La Gazette de la grande ile

Tortues saisies : Leur survie à ne pas négliger !

Publié le 02 décembre 2020

Le trafic d’espèces sauvages est très répandu à Madagascar incluant les tortues dont les saisies ne sont pas des moindres dans le pays. Et oui, les tortues font partie des animaux les plus prisés des trafiquants et cela ne date pas d’hier. Les multiples saisies effectuées en sont d’ailleurs la preuve. Ces tortues saisies ne sont pas tout de suite remises en liberté dans la nature, mais sont confiées aux bons soins de Turtle Survival Alliance (TSA) qui vient de recevoir une subvention de 150 000 dollars de la part du gouvernement américain afin d’assurer la survie de plus de 24 000 tortues saisies. C’est bien de les saisir, mais il faut aussi penser à leur survie. Outre la santé et les moyens de subsistance de la population malagasy, la pandémie de COVID-19 met également en péril les milliers de tortues sérieusement menacées d’extinction, actuellement confiées aux bons soins de Turtle Survival Alliance (TSA). Face à une baisse prévue de 80% du financement de ses plus fervents sympathisants (les zoos et les aquariums maintenant fermés en raison du COVID-19), la TSA pensait qu’elle serait obligée de relâcher prématurément des milliers de tortues en voie de disparition sous sa garde à Madagascar. La conservation de la biodiversité et la lutte contre le trafic d’espèces sauvages sont des priorités majeures pour le gouvernement américain, ce qui rend sa collaboration avec TSA un partenariat naturel.

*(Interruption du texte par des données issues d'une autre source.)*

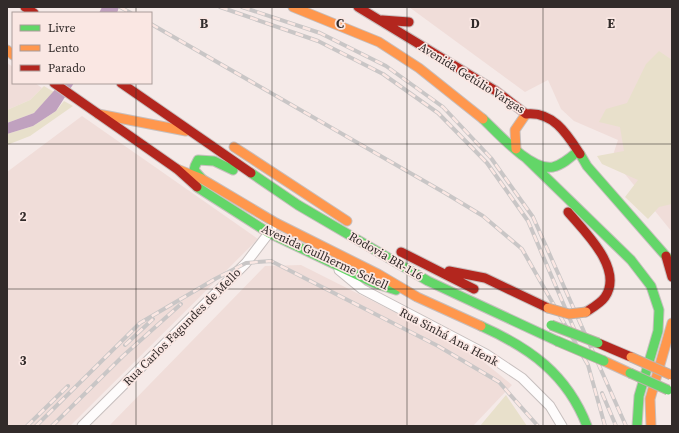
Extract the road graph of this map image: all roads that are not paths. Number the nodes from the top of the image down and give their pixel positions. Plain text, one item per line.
1 (293, 7) edge
2 (358, 7) edge
3 (379, 20) junction
4 (409, 22) dead end
5 (55, 84) edge
6 (122, 84) edge
7 (138, 84) edge
8 (163, 100) dead end
9 (98, 114) junction
10 (526, 114) junction
11 (193, 132) junction
12 (228, 143) dead end
13 (516, 149) junction
14 (577, 152) junction
15 (526, 158) junction
16 (177, 169) junction
17 (202, 179) junction
18 (276, 190) junction
19 (276, 223) junction
20 (352, 224) dead end
21 (269, 233) junction
22 (391, 246) dead end
23 (331, 250) junction
24 (326, 259) junction
25 (669, 259) edge
26 (429, 268) junction
27 (672, 277) edge
28 (483, 294) dead end
29 (417, 297) junction
30 (548, 324) dead end
31 (672, 324) edge
32 (672, 375) edge
33 (670, 391) edge
34 (82, 426) edge
35 (562, 426) edge
36 (587, 426) edge
37 (637, 426) edge
38 (651, 426) edge

1 - 13 main road, Avenida Getúlio Vargas
2 - 3 main road, Avenida Getúlio Vargas
3 - 4 main road
3 - 10 main road, Avenida Getúlio Vargas
5 - 9 main road, Avenida Guilherme Schell
6 - 11 main road, Rodovia BR-116
7 - 8 main road
9 - 11 main road
9 - 16 main road, Avenida Guilherme Schell
10 - 13 main road
10 - 14 main road, Avenida Getúlio Vargas
11 - 18 main road, Rodovia BR-116
12 - 20 main road, Rodovia BR-116
13 - 15 main road, Avenida Getúlio Vargas
14 - 15 main road
14 - 25 main road, Avenida Getúlio Vargas
15 - 26 main road, bridge
15 - 37 main road
16 - 17 main road, Avenida Guilherme Schell
16 - 21 main road, Avenida Guilherme Schell
17 - 18 main road
17 - 19 main road, Avenida Guilherme Schell
18 - 33 main road, Rodovia BR-116, bridge
19 - 21 street, Rua Carlos Fagundes de Mello
19 - 23 main road, Avenida Guilherme Schell
21 - 24 main road, Avenida Guilherme Schell
21 - 34 street, Rua Carlos Fagundes de Mello
22 - 26 main road, Rodovia BR-116
23 - 24 main road
23 - 29 main road, Avenida Guilherme Schell
24 - 29 main road, Avenida Guilherme Schell
24 - 35 street, Rua Sinhá Ana Henk
25 - 27 main road
26 - 28 main road, Rodovia BR-116
29 - 36 main road, Avenida Guilherme Schell
30 - 32 main road, bridge
31 - 38 main road

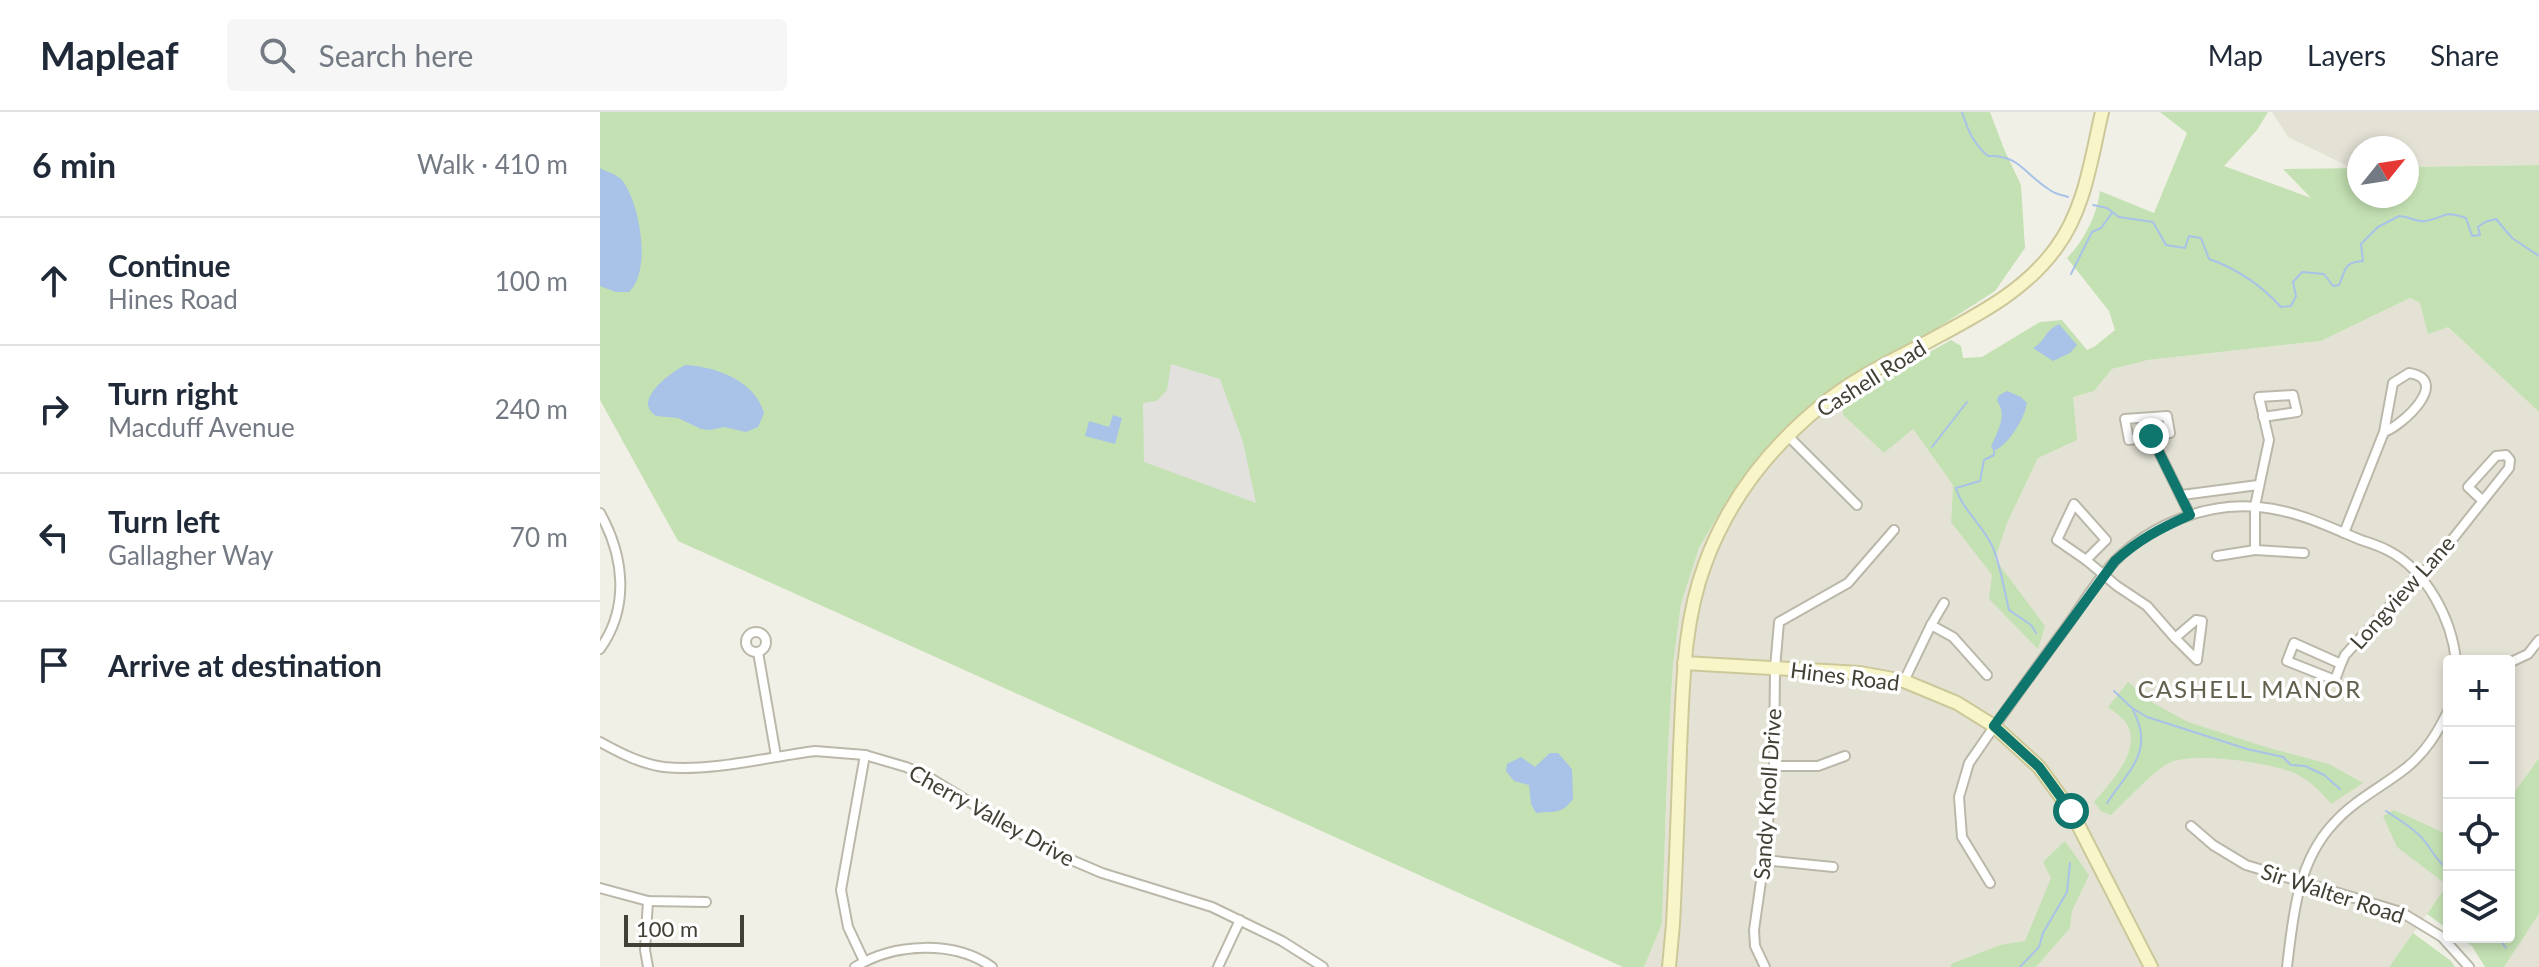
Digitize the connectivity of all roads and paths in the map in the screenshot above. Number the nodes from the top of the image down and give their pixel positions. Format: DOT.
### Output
graph roads {
  1 [pos="2102,112"];
  2 [pos="2263,417"];
  3 [pos="2384,432"];
  4 [pos="1788,436"];
  5 [pos="2151,436"];
  6 [pos="2258,485"];
  7 [pos="2182,495"];
  8 [pos="2482,500"];
  9 [pos="1857,505"];
  10 [pos="2255,506"];
  11 [pos="600,513"];
  12 [pos="2190,515"];
  13 [pos="1894,530"];
  14 [pos="2344,533"];
  15 [pos="2255,550"];
  16 [pos="2304,553"];
  17 [pos="2217,556"];
  18 [pos="2086,560"];
  19 [pos="2103,575"];
  20 [pos="2418,575"];
  21 [pos="1944,603"];
  22 [pos="1931,625"];
  23 [pos="2175,638"];
  24 [pos="2539,640"];
  25 [pos="600,649"];
  26 [pos="758,652"];
  27 [pos="2455,655"];
  28 [pos="2515,660"];
  29 [pos="1684,663"];
  30 [pos="2341,664"];
  31 [pos="1775,668"];
  32 [pos="1987,675"];
  33 [pos="1904,681"];
  34 [pos="2443,720"];
  35 [pos="1994,726"];
  36 [pos="600,742"];
  37 [pos="865,755"];
  38 [pos="776,756"];
  39 [pos="1845,756"];
  40 [pos="1774,766"];
  41 [pos="2191,826"];
  42 [pos="1764,860"];
  43 [pos="1833,867"];
  44 [pos="2300,880"];
  45 [pos="1990,883"];
  46 [pos="600,888"];
  47 [pos="648,901"];
  48 [pos="706,902"];
  49 [pos="1240,920"];
  50 [pos="864,961"];
  51 [pos="648,967"];
  52 [pos="855,967"];
  53 [pos="992,967"];
  54 [pos="1218,967"];
  55 [pos="1323,967"];
  56 [pos="1669,967"];
  57 [pos="1765,967"];
  58 [pos="2151,967"];
  59 [pos="2287,967"];
  60 [pos="2469,967"];
  1 -- 4 [label="street, Cashell Road"];
  2 -- 2 [label="street"];
  2 -- 6 [label="street"];
  3 -- 3 [label="street"];
  3 -- 14 [label="street"];
  4 -- 9 [label="street"];
  4 -- 29 [label="street, Cashell Road"];
  5 -- 5 [label="street"];
  5 -- 7 [label="street"];
  6 -- 7 [label="street"];
  6 -- 10 [label="street"];
  7 -- 12 [label="street"];
  8 -- 8 [label="street, Longview Lane"];
  8 -- 20 [label="street, Longview Lane"];
  10 -- 12 [label="street"];
  10 -- 14 [label="street"];
  10 -- 15 [label="street"];
  11 -- 25 [label="street"];
  12 -- 19 [label="street"];
  13 -- 31 [label="street, Sandy Knoll Drive"];
  14 -- 20 [label="street"];
  15 -- 16 [label="street"];
  15 -- 17 [label="street"];
  18 -- 18 [label="street"];
  18 -- 19 [label="street"];
  19 -- 23 [label="street"];
  19 -- 35 [label="street"];
  20 -- 27 [label="street"];
  20 -- 30 [label="street, Longview Lane"];
  21 -- 22 [label="street"];
  22 -- 32 [label="street"];
  22 -- 33 [label="street"];
  23 -- 23 [label="street"];
  24 -- 28 [label="street"];
  26 -- 38 [label="street"];
  29 -- 31 [label="street, Hines Road"];
  29 -- 56 [label="street, Cashell Road"];
  30 -- 30 [label="street, Longview Lane"];
  31 -- 33 [label="street, Hines Road"];
  31 -- 40 [label="street, Sandy Knoll Drive"];
  33 -- 35 [label="street, Hines Road"];
  34 -- 44 [label="street"];
  35 -- 45 [label="street"];
  35 -- 58 [label="street, Hines Road"];
  36 -- 38 [label="street, Cherry Valley Drive"];
  37 -- 38 [label="street, Cherry Valley Drive"];
  37 -- 49 [label="street, Cherry Valley Drive"];
  37 -- 50 [label="street"];
  39 -- 40 [label="street"];
  40 -- 42 [label="street, Sandy Knoll Drive"];
  41 -- 44 [label="street, Sir Walter Road"];
  42 -- 43 [label="street"];
  42 -- 57 [label="street, Sandy Knoll Drive"];
  44 -- 59 [label="street"];
  44 -- 60 [label="street, Sir Walter Road"];
  46 -- 47 [label="street"];
  47 -- 48 [label="street"];
  47 -- 51 [label="street"];
  49 -- 54 [label="street"];
  49 -- 55 [label="street, Cherry Valley Drive"];
  50 -- 52 [label="street"];
  50 -- 53 [label="street"];
}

En vertu de la loi Eliminate, Neutralize, and Disrupt (END) Wildlife Trafficking Act, les États-Unis ont désigné Madagascar comme « pays cible » et « pays préoccupant » et collaborent avec l’Etat malagasy pour combattre le commerce illégal des ressources naturelles et la corruption officielle qui y est associée. Il faut dire que les trafics illicites ne manquent pas dans le pays et les tortues sont assez prisées de par leur valeur sur les marchés illicites, ce qui en fait une cible importante pour le trafic d’espèces sauvages national et international.